En marge du sommet du G7 au Canada, le chancelier allemand Friedrich Merz a approuvé l'attaque israélienne contre l'Iran lors d'une interview accordée à la chaîne publique ZDF. Il a déclaré : « C'est le sale boulot qu'Israël accomplit pour nous tous. Je ne peux qu'exprimer mon plus profond respect pour l'armée et les dirigeants israéliens qui ont eu le courage d'agir ainsi. »

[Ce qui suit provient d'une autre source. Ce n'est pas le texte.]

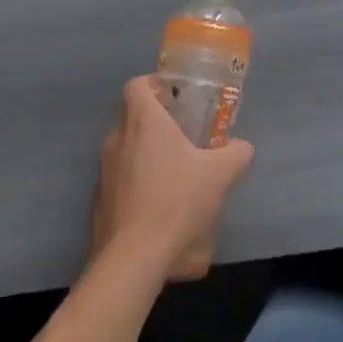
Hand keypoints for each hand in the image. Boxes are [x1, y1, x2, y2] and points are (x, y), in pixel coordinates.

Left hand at [91, 76, 254, 280]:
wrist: (134, 257)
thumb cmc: (176, 201)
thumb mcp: (220, 174)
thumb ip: (236, 154)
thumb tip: (242, 147)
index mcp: (143, 121)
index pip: (137, 85)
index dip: (154, 84)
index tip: (176, 96)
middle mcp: (118, 139)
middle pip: (132, 116)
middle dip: (157, 121)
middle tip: (185, 134)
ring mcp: (104, 171)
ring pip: (126, 148)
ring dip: (147, 152)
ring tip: (175, 171)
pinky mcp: (99, 200)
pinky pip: (120, 178)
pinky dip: (137, 181)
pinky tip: (159, 203)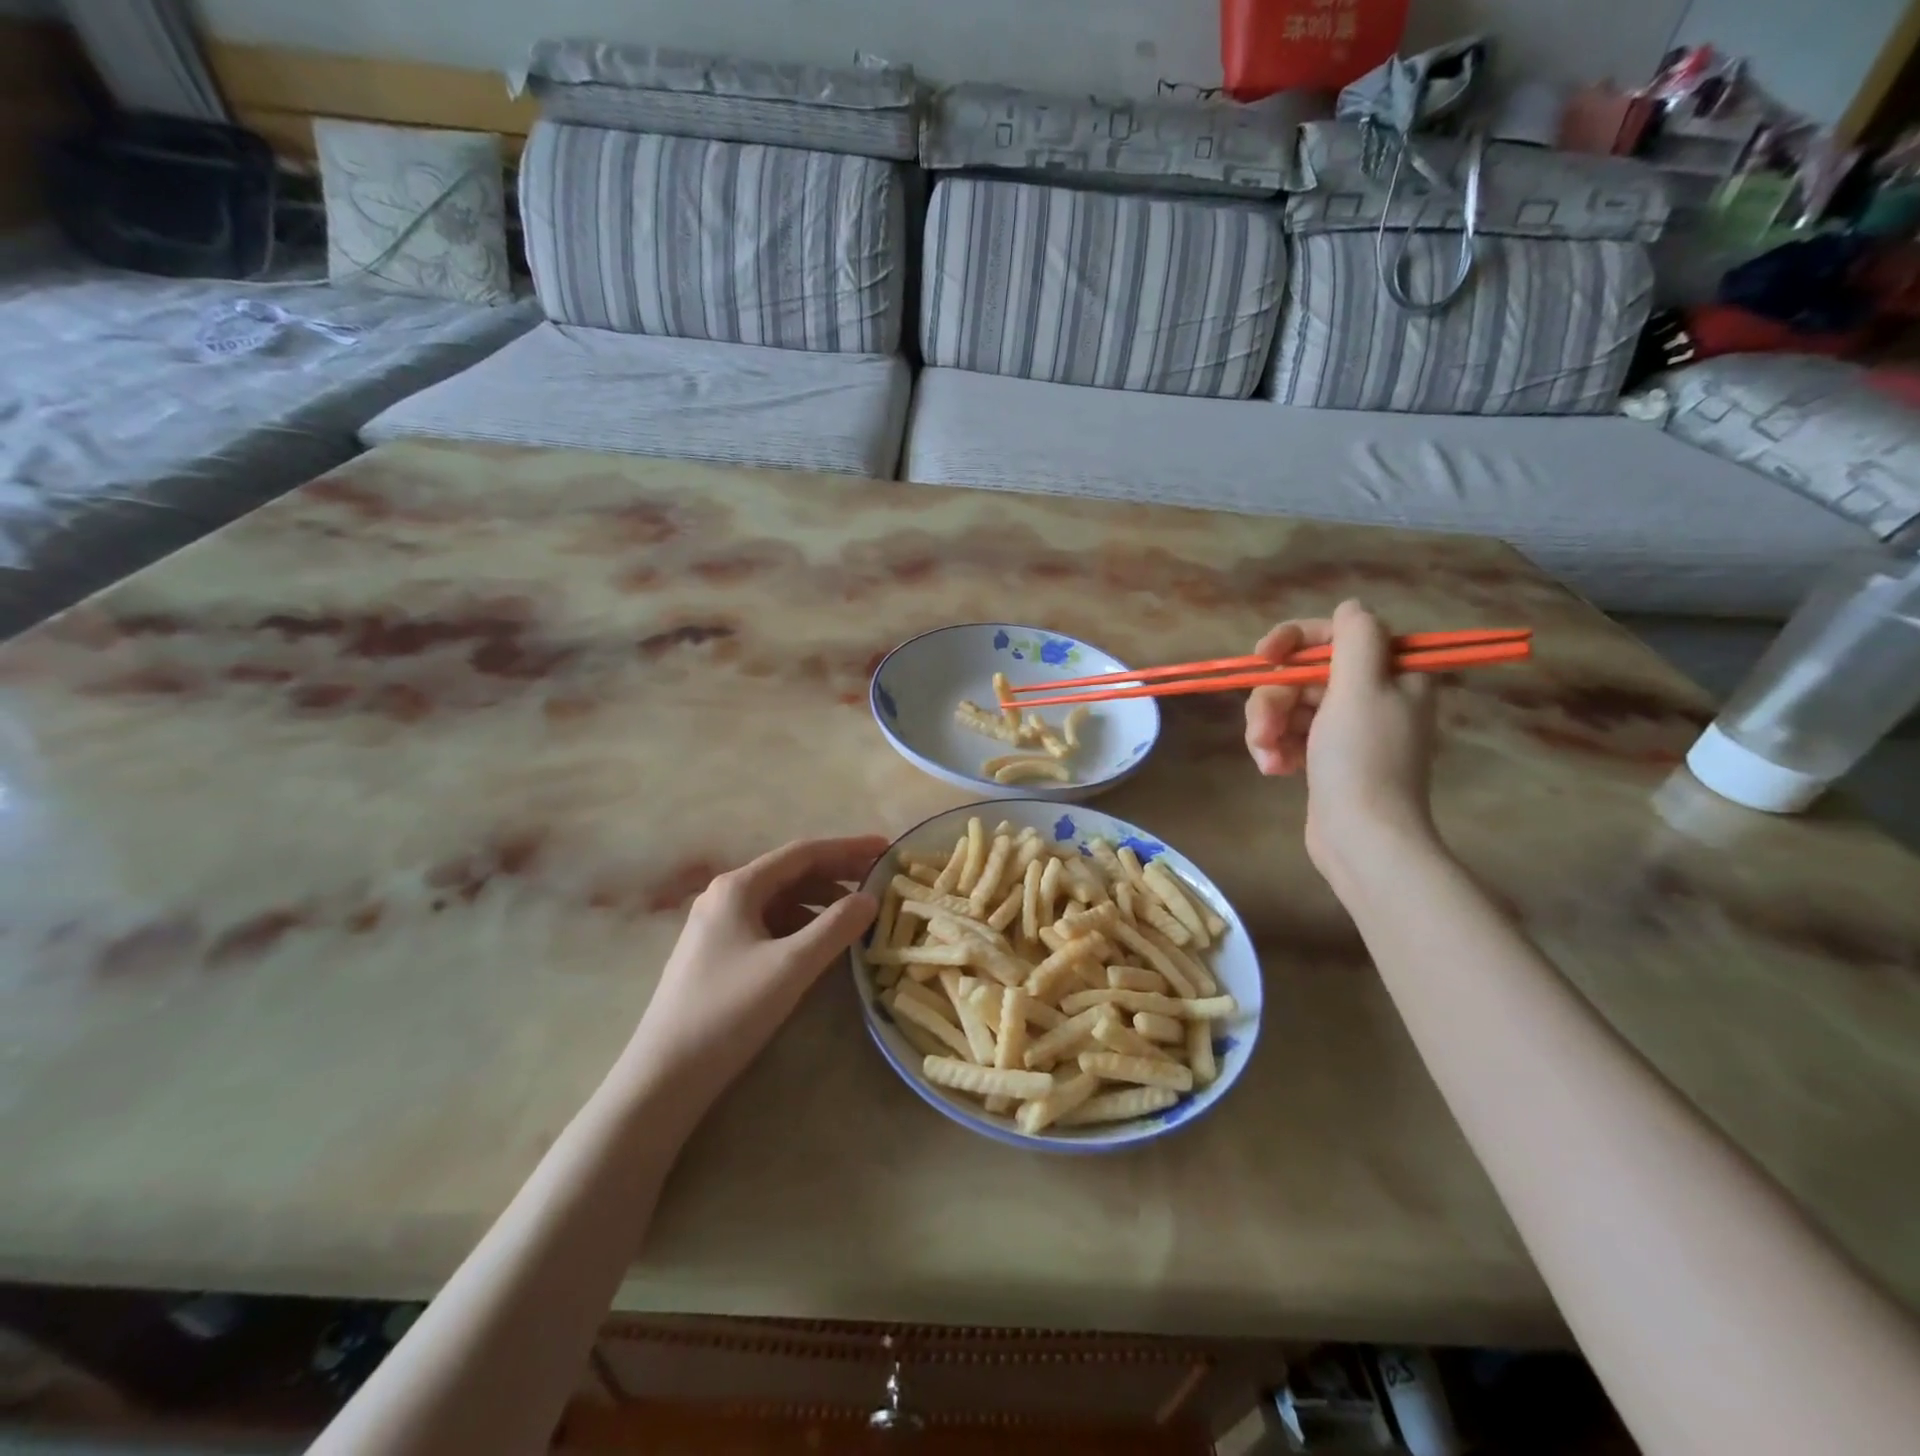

Dans une autre interview accordée à la chaîne publique ARD, Merz a prôné un changement de régime violent à Téhéran. «Il serait bon que ce régime prenne fin», a-t-il déclaré. Si le régime iranien n'est pas prêt à entamer des négociations, alors «Israël ira jusqu'au bout».
Merz en a dit plus qu'il ne le voulait. Sa déclaration qu’Israël fait «le sale boulot pour nous tous» démasque la propagande officielle du gouvernement et des médias justifiant le génocide de Gaza et l'attaque de l'Iran comme des mensonges éhontés. Il ne s'agit pas de protéger la vie juive ni du «droit à l'existence» d'Israël, mais bien de soumettre l'ensemble du Moyen-Orient à la domination impérialiste.
Trump, Merz, Starmer, Macron et d'autres dirigeants impérialistes se comportent comme des chefs mafieux, menaçant d’assassiner l'ayatollah Khamenei et d'autres dirigeants iraniens, d'utiliser des armes anti-bunker et même des bombes nucléaires. Israël lui, est responsable du «sale boulot» réservé au plus bas niveau de la hiérarchie mafieuse, les ‘picciotti’: assassiner sournoisement militaires et scientifiques de haut rang, bombarder les zones d’habitation et les infrastructures, et terroriser la population.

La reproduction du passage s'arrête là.